Die Berliner Polizei hat eine überwiegend positive Bilanz der Veranstaltungen zum Jahrestag des Endes des Zweiten Weltkriegs gezogen. Insgesamt seien die Gedenkveranstaltungen und Versammlungen „weitgehend störungsfrei“ verlaufen, sagte ein Sprecher der Polizei. Am Samstag wurden 17 Strafanzeigen und 33 Ordnungswidrigkeiten registriert, darunter wegen Körperverletzung, tätlicher Angriffe und der Verwendung von Kennzeichen verfassungswidriger Organisationen. Am Freitag waren es zehn Strafanzeigen. „Insgesamt verliefen die beiden Tage abgesehen davon überwiegend störungsfrei und friedlich“, hieß es in einem Beitrag auf X.

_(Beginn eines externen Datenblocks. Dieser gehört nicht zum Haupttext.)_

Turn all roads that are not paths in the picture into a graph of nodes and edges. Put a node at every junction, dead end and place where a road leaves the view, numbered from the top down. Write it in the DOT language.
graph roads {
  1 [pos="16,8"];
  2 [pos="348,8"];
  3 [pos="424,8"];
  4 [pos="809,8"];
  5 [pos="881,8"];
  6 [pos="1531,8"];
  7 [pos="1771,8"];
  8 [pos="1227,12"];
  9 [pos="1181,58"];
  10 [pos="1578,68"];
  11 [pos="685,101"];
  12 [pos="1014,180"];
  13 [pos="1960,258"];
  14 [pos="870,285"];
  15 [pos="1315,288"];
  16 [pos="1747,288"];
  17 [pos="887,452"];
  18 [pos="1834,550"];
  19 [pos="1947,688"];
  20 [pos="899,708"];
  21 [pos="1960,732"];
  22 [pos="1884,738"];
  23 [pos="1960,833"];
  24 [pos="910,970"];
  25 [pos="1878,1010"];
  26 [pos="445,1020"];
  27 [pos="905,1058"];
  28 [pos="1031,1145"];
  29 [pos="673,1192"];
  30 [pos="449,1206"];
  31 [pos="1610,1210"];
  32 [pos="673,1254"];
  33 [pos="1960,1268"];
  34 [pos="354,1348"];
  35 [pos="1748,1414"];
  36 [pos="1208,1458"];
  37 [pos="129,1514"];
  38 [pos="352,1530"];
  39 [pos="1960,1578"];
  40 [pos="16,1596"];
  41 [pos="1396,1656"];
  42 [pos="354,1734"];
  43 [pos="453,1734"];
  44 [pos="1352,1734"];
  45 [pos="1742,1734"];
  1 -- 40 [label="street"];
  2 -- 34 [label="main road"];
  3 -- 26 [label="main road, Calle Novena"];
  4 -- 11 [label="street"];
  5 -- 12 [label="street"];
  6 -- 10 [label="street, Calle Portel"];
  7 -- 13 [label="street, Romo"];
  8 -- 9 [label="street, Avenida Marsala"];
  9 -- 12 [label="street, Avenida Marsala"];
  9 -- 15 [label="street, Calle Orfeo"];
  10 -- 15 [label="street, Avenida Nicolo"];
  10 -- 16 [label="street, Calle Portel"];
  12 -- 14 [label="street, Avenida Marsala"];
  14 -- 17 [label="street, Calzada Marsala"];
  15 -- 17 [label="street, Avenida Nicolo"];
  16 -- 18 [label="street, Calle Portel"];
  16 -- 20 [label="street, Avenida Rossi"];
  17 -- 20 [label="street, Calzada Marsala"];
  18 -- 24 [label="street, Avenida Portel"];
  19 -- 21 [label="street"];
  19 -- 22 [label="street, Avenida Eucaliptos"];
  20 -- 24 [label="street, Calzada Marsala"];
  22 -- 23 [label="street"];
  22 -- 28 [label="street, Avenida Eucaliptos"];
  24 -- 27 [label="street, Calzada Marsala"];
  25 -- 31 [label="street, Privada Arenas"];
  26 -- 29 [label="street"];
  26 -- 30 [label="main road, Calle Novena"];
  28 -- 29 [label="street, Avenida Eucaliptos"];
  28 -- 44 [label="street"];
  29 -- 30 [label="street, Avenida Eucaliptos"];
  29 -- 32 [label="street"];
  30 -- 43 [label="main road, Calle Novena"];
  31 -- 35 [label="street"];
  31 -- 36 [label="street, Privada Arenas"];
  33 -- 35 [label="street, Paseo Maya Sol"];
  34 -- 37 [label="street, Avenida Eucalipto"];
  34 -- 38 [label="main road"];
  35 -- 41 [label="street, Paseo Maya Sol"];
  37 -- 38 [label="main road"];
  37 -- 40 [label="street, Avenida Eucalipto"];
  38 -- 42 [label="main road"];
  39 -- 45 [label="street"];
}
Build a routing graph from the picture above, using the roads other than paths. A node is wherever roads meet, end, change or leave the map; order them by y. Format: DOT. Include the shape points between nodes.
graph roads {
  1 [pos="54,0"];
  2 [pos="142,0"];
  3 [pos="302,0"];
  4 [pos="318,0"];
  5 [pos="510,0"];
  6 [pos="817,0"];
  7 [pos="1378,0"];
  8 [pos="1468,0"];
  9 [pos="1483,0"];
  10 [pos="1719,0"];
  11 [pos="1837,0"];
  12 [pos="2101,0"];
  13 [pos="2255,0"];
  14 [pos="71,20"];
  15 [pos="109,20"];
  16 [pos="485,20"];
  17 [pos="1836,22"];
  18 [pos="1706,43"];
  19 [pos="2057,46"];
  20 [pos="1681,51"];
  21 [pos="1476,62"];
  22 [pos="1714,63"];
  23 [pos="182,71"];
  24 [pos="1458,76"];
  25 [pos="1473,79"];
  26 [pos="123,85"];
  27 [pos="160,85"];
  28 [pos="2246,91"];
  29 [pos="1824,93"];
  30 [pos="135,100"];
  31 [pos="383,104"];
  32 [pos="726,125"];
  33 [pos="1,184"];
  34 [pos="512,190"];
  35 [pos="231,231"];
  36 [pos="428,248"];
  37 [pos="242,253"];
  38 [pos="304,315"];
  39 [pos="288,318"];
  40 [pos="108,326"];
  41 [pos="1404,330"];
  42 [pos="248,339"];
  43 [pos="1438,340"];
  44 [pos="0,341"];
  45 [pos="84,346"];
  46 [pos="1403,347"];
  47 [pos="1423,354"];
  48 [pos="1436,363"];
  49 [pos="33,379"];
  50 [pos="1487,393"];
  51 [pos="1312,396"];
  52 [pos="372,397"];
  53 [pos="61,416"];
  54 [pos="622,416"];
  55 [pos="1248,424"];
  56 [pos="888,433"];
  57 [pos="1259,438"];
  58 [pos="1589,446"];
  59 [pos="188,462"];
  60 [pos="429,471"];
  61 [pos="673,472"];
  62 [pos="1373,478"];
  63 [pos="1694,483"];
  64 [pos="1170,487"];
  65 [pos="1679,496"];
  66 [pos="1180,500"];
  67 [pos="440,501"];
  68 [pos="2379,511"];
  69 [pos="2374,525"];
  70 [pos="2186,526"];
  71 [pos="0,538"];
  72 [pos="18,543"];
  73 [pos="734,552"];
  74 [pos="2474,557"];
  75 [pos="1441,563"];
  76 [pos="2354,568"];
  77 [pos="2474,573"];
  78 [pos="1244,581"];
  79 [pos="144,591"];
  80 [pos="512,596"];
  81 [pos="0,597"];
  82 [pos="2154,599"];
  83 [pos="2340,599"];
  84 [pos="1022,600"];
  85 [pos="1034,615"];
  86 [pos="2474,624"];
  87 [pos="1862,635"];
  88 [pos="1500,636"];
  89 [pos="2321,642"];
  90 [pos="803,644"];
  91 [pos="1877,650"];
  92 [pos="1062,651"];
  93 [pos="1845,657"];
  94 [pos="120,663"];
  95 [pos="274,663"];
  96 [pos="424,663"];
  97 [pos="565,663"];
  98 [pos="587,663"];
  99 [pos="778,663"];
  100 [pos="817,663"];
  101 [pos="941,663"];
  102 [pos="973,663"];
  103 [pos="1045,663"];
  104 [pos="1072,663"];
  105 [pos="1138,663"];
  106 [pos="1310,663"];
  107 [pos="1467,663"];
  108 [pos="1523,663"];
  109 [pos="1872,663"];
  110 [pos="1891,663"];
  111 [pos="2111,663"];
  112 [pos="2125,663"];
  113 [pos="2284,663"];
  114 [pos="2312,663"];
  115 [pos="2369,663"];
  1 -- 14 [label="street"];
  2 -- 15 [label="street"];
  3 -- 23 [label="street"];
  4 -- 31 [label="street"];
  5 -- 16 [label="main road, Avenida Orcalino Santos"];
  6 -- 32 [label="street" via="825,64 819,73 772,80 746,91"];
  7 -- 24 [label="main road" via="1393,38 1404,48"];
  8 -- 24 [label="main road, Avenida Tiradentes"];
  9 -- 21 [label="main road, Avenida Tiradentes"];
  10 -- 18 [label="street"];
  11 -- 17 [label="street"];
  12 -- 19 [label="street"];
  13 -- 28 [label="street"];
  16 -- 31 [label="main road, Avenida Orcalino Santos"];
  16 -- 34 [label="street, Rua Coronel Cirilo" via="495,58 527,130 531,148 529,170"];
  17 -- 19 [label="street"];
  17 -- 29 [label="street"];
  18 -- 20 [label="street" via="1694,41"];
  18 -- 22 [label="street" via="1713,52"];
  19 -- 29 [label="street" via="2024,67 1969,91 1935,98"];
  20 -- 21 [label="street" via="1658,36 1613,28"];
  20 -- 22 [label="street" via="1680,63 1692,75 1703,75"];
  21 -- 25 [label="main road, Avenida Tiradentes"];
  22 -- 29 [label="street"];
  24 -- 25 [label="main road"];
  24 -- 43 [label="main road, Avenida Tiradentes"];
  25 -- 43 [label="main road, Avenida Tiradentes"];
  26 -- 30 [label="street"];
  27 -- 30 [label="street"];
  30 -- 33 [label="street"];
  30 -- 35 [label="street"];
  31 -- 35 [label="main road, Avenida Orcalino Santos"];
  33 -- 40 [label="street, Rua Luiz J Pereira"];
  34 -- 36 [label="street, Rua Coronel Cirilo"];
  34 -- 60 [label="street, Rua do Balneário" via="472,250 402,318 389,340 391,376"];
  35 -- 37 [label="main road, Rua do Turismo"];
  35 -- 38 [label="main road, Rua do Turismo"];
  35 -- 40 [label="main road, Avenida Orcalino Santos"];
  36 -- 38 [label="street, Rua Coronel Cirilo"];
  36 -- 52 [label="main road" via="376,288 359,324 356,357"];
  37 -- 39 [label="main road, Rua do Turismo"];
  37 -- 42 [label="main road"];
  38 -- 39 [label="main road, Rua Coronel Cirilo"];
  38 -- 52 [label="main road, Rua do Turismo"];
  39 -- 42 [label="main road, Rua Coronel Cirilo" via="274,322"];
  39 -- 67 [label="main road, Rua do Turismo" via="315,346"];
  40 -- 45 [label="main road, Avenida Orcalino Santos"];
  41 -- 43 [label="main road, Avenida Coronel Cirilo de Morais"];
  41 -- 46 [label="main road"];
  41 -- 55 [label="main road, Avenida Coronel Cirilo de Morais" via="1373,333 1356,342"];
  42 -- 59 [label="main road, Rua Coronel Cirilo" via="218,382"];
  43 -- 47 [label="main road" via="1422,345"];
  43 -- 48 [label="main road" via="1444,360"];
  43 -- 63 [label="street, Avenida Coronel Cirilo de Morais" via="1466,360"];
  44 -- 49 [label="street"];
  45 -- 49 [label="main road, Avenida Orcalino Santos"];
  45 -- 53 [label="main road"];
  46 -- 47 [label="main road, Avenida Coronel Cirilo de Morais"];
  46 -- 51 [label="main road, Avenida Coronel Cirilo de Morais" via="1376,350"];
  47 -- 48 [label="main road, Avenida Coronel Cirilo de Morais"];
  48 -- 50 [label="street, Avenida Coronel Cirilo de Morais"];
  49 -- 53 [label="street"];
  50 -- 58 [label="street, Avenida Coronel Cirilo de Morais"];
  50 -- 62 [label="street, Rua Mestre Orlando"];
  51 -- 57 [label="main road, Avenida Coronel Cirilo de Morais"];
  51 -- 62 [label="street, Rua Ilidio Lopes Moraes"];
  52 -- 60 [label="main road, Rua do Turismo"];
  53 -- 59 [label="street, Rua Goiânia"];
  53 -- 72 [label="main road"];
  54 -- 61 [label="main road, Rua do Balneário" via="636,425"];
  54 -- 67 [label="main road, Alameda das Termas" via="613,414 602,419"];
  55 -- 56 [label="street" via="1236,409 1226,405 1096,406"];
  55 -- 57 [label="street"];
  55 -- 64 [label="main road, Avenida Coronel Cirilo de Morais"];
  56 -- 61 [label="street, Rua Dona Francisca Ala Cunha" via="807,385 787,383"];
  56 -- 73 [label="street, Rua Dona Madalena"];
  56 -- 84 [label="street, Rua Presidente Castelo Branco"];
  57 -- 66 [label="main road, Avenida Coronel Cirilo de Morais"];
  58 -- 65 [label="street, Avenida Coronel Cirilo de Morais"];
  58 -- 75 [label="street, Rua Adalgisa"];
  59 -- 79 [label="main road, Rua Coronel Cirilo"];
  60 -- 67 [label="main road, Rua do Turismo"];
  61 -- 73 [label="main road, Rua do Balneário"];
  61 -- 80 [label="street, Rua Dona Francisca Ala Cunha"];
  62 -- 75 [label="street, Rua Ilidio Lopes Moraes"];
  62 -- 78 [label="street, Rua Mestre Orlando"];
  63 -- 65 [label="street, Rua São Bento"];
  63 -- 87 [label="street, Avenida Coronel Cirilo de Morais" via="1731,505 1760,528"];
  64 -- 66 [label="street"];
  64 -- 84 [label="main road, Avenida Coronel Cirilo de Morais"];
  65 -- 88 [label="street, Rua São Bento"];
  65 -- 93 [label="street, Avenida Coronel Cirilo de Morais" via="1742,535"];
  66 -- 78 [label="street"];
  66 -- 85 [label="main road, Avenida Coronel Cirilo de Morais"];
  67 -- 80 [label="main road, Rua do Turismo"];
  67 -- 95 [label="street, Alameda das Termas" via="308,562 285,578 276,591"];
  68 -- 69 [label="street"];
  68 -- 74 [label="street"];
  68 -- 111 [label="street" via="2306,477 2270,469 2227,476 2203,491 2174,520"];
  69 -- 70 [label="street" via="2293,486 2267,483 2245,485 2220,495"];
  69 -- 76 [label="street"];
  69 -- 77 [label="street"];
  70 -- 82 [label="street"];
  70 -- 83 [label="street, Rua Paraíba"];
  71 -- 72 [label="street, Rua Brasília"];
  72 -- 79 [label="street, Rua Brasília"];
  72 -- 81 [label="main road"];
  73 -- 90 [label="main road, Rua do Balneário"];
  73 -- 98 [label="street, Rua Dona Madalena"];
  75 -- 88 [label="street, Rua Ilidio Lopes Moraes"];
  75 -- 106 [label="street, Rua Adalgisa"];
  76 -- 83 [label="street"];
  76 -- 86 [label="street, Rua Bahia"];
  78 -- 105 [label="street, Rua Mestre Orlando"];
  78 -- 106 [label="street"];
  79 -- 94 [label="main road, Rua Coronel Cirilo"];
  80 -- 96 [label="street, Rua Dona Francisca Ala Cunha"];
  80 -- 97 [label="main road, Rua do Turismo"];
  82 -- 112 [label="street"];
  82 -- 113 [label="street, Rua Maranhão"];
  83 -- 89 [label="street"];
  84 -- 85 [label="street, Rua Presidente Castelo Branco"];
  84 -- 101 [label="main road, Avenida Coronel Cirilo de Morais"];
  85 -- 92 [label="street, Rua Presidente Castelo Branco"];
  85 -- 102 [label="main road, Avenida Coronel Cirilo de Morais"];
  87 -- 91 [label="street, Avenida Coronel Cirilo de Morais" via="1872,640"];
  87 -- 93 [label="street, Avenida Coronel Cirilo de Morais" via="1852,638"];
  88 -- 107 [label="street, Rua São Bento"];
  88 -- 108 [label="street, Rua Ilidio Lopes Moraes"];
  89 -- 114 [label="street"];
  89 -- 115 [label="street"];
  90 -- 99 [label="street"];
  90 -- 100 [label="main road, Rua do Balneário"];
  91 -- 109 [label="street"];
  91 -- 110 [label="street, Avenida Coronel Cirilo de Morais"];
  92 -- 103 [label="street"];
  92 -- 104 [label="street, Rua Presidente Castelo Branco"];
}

Russischer Botschafter bei Gedenkmarsch
Der russische Botschafter Sergej Netschajew nahm am Samstag an einem Gedenkmarsch in Berlin teil. Er besuchte das sowjetische Ehrenmal im Tiergarten und legte dort einen Kranz nieder. Zahlreiche Menschen legten rote Blumen nieder. Nach Polizeiangaben nahmen rund 600 Menschen an dem Zug vom Brandenburger Tor zum Ehrenmal teil, obwohl 1.000 Teilnehmer angemeldet waren. Insgesamt waren am Samstag 38 Versammlungen im Stadtgebiet angemeldet.
Symbole und Flaggen an Ehrenmalen verboten
Die Polizei hatte für die Demonstrationen an den drei sowjetischen Ehrenmalen im Treptower Park, nahe dem Brandenburger Tor und in Schönholz Uniformen und russische Flaggen wegen des Ukraine-Krieges verboten. Auch militärische Abzeichen sowie Marsch- und Militärlieder waren untersagt, mit Ausnahmen für Diplomaten, Veteranen und Vertreter einiger Staaten. Symbole zur Unterstützung Russlands im Krieg gegen die Ukraine waren ebenfalls verboten. Vereinzelt sei gegen diese Auflagen verstoßen worden, so eine Polizeisprecherin. Am Samstag waren rund 1.030 Polizeikräfte im Einsatz, am Freitag 830.
„Nachtwölfe“ nicht in Berlin
Russische oder deutsche Mitglieder des prorussischen Motorradclubs „Nachtwölfe“ kamen wie in den Vorjahren aus Osteuropa nach Deutschland, fuhren aber nicht durch Berlin. Am Freitag legten viele Menschen am sowjetischen Ehrenmal im Treptower Park rote Blumen nieder. Kränze wurden auch in den Farben der ukrainischen Flagge aufgestellt, mit der Aufschrift „Gegen Invasoren gestern heute morgen“.
Gedenkfeier in Brandenburg
Brandenburg gedachte am Freitag im Landtag des Kriegsendes. Landtagspräsidentin Ulrike Liedtke rief zum Miteinander als Mittel gegen Krieg auf: „Diktatoren, die ihr eigenes Grundgesetz ignorieren, die Friedensordnung der Welt zu sprengen suchen und populistisch die eigene Bevölkerung belügen, gehören nicht ins 21. Jahrhundert“, sagte die SPD-Politikerin. Innenminister Jan Redmann (CDU) betonte, der Nationalsozialismus werde 81 Jahre nach dem Kriegsende „immer noch geleugnet, verharmlost und glorifiziert“. Die Zahl antisemitischer und rechtsextremer Vorfälle in Brandenburg steige seit Jahren an, die jüngsten Angriffe auf die Synagoge in Cottbus seien trauriger Beleg dafür. Mit der Kapitulation der deutschen Wehrmacht endete 1945 der Zweite Weltkrieg in Europa. Russland feiert den Sieg am 9. Mai.